El arranque de High-Rise es una promesa que no se va a cumplir. Pero la promesa es atractiva, es desconcertante. Mordemos el anzuelo con gusto, no querríamos soltarlo. Es Ben Wheatley quien nos deja ir.Igual que ese edificio que intenta alzarse y tocar los dedos de Dios no puede mantenerse en pie sin raíces de cemento, High-Rise se desmorona ante lo fallido de un guion que fracasa en su concepción del ritmo, que avanza a base de interludios de gran plasticidad pero escaso poder narrativo, que sepulta a los personajes en favor del conjunto y llega a los diferentes clímax del relato sin ofrecer unos porqués convincentes. Uno tiene la sensación de que falta algo, que hay media película perdida por ahí, en algún lugar, que completaría el jeroglífico en el que Wheatley se mete hasta la cintura.
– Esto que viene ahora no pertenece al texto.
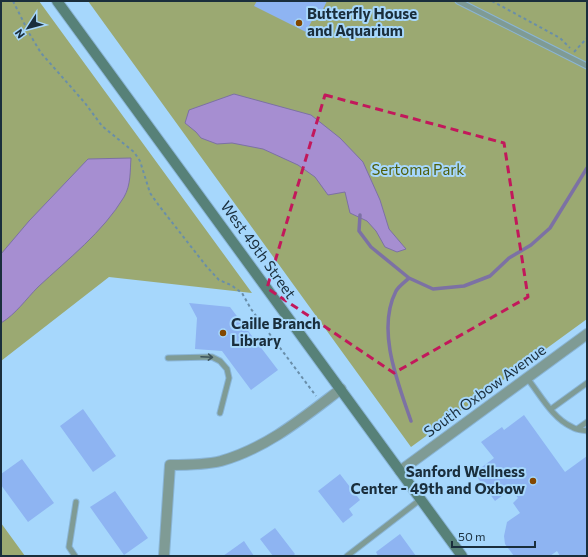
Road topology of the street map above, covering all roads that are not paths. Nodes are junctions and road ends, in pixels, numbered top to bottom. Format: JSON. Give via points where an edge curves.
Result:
{"nodes":[{"id":1,"x":57,"y":1,"type":"edge"},
{"id":2,"x":458,"y":1,"type":"edge"},
{"id":3,"x":587,"y":66,"type":"edge"},
{"id":4,"x":587,"y":334,"type":"edge"},
{"id":5,"x":168,"y":358,"type":"dead end"},
{"id":6,"x":528,"y":378,"type":"junction"},
{"id":7,"x":587,"y":383,"type":"edge"},
{"id":8,"x":341,"y":389,"type":"junction"},
{"id":9,"x":551,"y":409,"type":"junction"},
{"id":10,"x":220,"y":413,"type":"dead end"},
{"id":11,"x":587,"y":422,"type":"edge"},
{"id":12,"x":577,"y":429,"type":"junction"},
{"id":13,"x":587,"y":431,"type":"edge"},
{"id":14,"x":400,"y":471,"type":"junction"},
{"id":15,"x":421,"y":499,"type":"junction"},
{"id":16,"x":76,"y":502,"type":"dead end"},
{"id":17,"x":75,"y":556,"type":"edge"},
{"id":18,"x":164,"y":556,"type":"edge"},
{"id":19,"x":347,"y":556,"type":"edge"},
{"id":20,"x":462,"y":556,"type":"edge"}],
"edges":[{"from":1,"to":8,"type":"main road","name":"West 49th Street"},
{"from":2,"to":3,"type":"lane"},
{"from":4,"to":6,"type":"street","name":"South Oxbow Avenue"},
{"from":5,"to":10,"type":"lane","one_way":true,"via":[[212,357],[220,361],[227,369],[229,378]]},
{"from":6,"to":9,"type":"lane"},
{"from":6,"to":14,"type":"street","name":"South Oxbow Avenue"},
{"from":7,"to":9,"type":"lane"},
{"from":8,"to":14,"type":"main road","name":"West 49th Street"},
{"from":8,"to":18,"type":"street","via":[[286,430],[250,451],[209,463],[170,464]]},
{"from":9,"to":12,"type":"lane","via":[[562,422]]},
{"from":11,"to":12,"type":"lane"},
{"from":12,"to":13,"type":"lane"},
{"from":14,"to":15,"type":"main road","name":"West 49th Street"},
{"from":15,"to":19,"type":"lane"},
{"from":15,"to":20,"type":"main road","name":"West 49th Street"},
{"from":16,"to":17,"type":"lane","via":[[68,547]]}]}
Ni las claves suficientes ni la suficiente cercanía con los moradores de este Babel pre-Thatcher, ni sus verdaderas motivaciones. De nada sirve tanto trabajo de atrezzo y localización, tanto Ford y tanto mobiliario vintage si acabamos perdidos en (aparentemente) incompresibles –o muy mal contadas- explosiones de violencia, si la revolución a la francesa que estalla ante nuestras narices se adivina desproporcionada. De nada sirve el elenco perfecto, y este lo es, si no cabalgan la ola perfecta.
Sí, Tom Hiddleston es el mejor Laing posible, el burgués con conciencia, ambiguo, el que probablemente desprecie por igual a los de arriba y a los de abajo. Luke Evans tiene todo el pelo en el pecho que hace falta para encarnar al visceral Wilder, violento, salvaje en su idealismo. Y desde ya mismo Royal, la figura omnisciente, el creador al que se le va de las manos su propio paraíso de diseño, tiene la estampa de Jeremy Irons. Un escuadrón de actores perfectamente equipados para la batalla que cae por el sumidero de la precipitación, víctimas de un director que no ha sabido quitar la paja suficiente para dejar al descubierto todo el trigo.
Quizá la primera impresión sea la correcta, quizá haya por ahí un director’s cut esperando el momento adecuado para redimir High-Rise. Con lo visto hasta ahora, sólo se puede intuir que Wheatley va para maestro de la imperfección, un discípulo aventajado de Terry Gilliam al que le falta un hervor… o un buen montador. En manos de Gilliam esto habría sido otro de sus gloriosos fiascos, puede que uno de esos que no llegan a ver la penumbra de una sala de cine. A Wheatley démosle el beneficio de la duda a Wheatley. No todos son Peter Jackson, no todos pueden dar el salto de Sundance a la historia más grande jamás contada y salir airosos. O concluyamos que Ballard es inadaptable, que sólo podemos encontrarnos con él entre las páginas de un libro. ¡A leer, señores!